The most devastating claim is that Mr Thaci and his group of former guerrilla commanders from the central region of Drenica were responsible for the murder of Serb and other prisoners for their kidneys in Albania in 1999. Since then, says the report, several foreign agencies dedicated to combating drug trafficking have identified Mr Thaci as having exerted violent control over the region’s heroin trade. America and Kosovo’s other foreign friends have tolerated this nastiness, Mr Marty argues, for the sake of stability.

The report will not necessarily impede Mr Thaci’s attempts to form a new coalition. Such slanderous allegations have been investigated before, says Kosovo’s government, and found to be baseless. It has accused Mr Marty of working on behalf of Serbia, a claim many Kosovars will believe. Mr Thaci may even try to turn the affair to his advantage by taking the nationalist high ground, arguing that this is not a good time to be squabbling at home, since Kosovo’s enemies are on the attack. Still, notes one diplomatic source, the claims have sapped the prime minister’s authority, especially with foreigners.

Mr Thaci may find the claims of electoral fraud harder to shrug off. By far the worst cases came in the PDK’s heartland of Drenica, where one observer denounced what he called “industrial-scale” cheating. Petrit Selimi, an aspiring PDK deputy, retorts that although he regretted the fiddling, his party would have won the vote anyway. Not so, say opposition parties. Some 171 appeals have been launched, postponing the formation of a new government.

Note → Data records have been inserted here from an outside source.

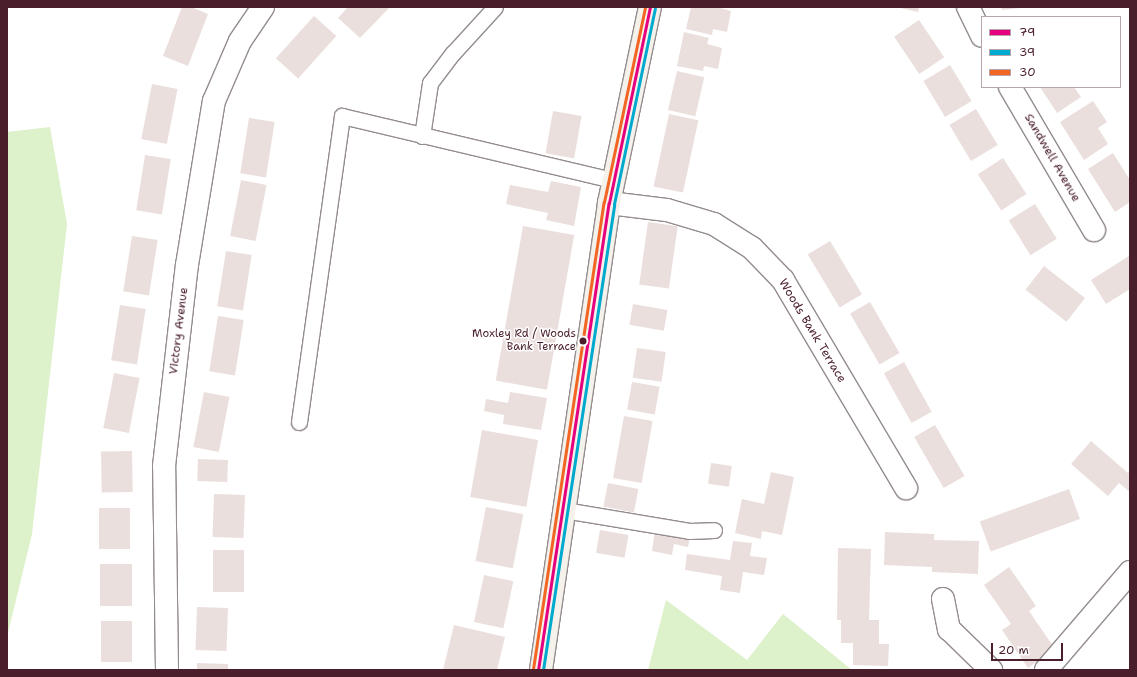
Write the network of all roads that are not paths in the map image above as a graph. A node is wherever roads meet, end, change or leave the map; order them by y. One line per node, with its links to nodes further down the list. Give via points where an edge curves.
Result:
1 (263, 7): 18 (street, Victory Avenue, via 240,41 214,101 187,265 164,466)
2 (495, 7): 7 (lane, via 453,53 430,83)
3 (650, 7): 8 (main road)
4 (968, 7): 5 (street)
5 (981, 34)
6 (1011, 88): 10 (street, Sandwell Avenue)
7 (422, 136): 8 (lane); 11 (lane, via 342,116)
8 (613, 180): 9 (main road)
9 (609, 204): 12 (street, Woods Bank Terrace, via 667,210 714,224 752,248 783,280); 13 (main road)
10 (1094, 230)
11 (299, 422)
12 (906, 488)
13 (564, 510): 14 (lane, via 689,531); 17 (main road)
14 (714, 530)
15 (1130, 572): 20 (street)
16 (943, 599): 19 (street, via 948,629)
17 (541, 664)
18 (167, 670)
19 (991, 670)
20 (1046, 670)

Arber Gashi, a senior figure in the Democratic League of Kosovo, the main opposition, says that a new election should be held. Without it, he argues, a Thaci-led government will have no legitimacy. But a fresh poll is extremely unlikely.

So Mr Thaci may be able to form a coalition government with one or more small Albanian parties and the support of Kosovo’s minorities, including small parties representing the few Serbs who voted. But the allegations of fraud, organ-harvesting and drug-trafficking will hamper any government’s attempts to set Kosovo on the path towards the European Union. They will also make it harder for the EU to begin a dialogue between the authorities in Kosovo and Serbia, which it is keen to do as soon as possible. “It was bad before,” says Arber Gorani of the Kosovar Stability Initiative, a think-tank. “Now it is worse. Kosovo can’t afford this.”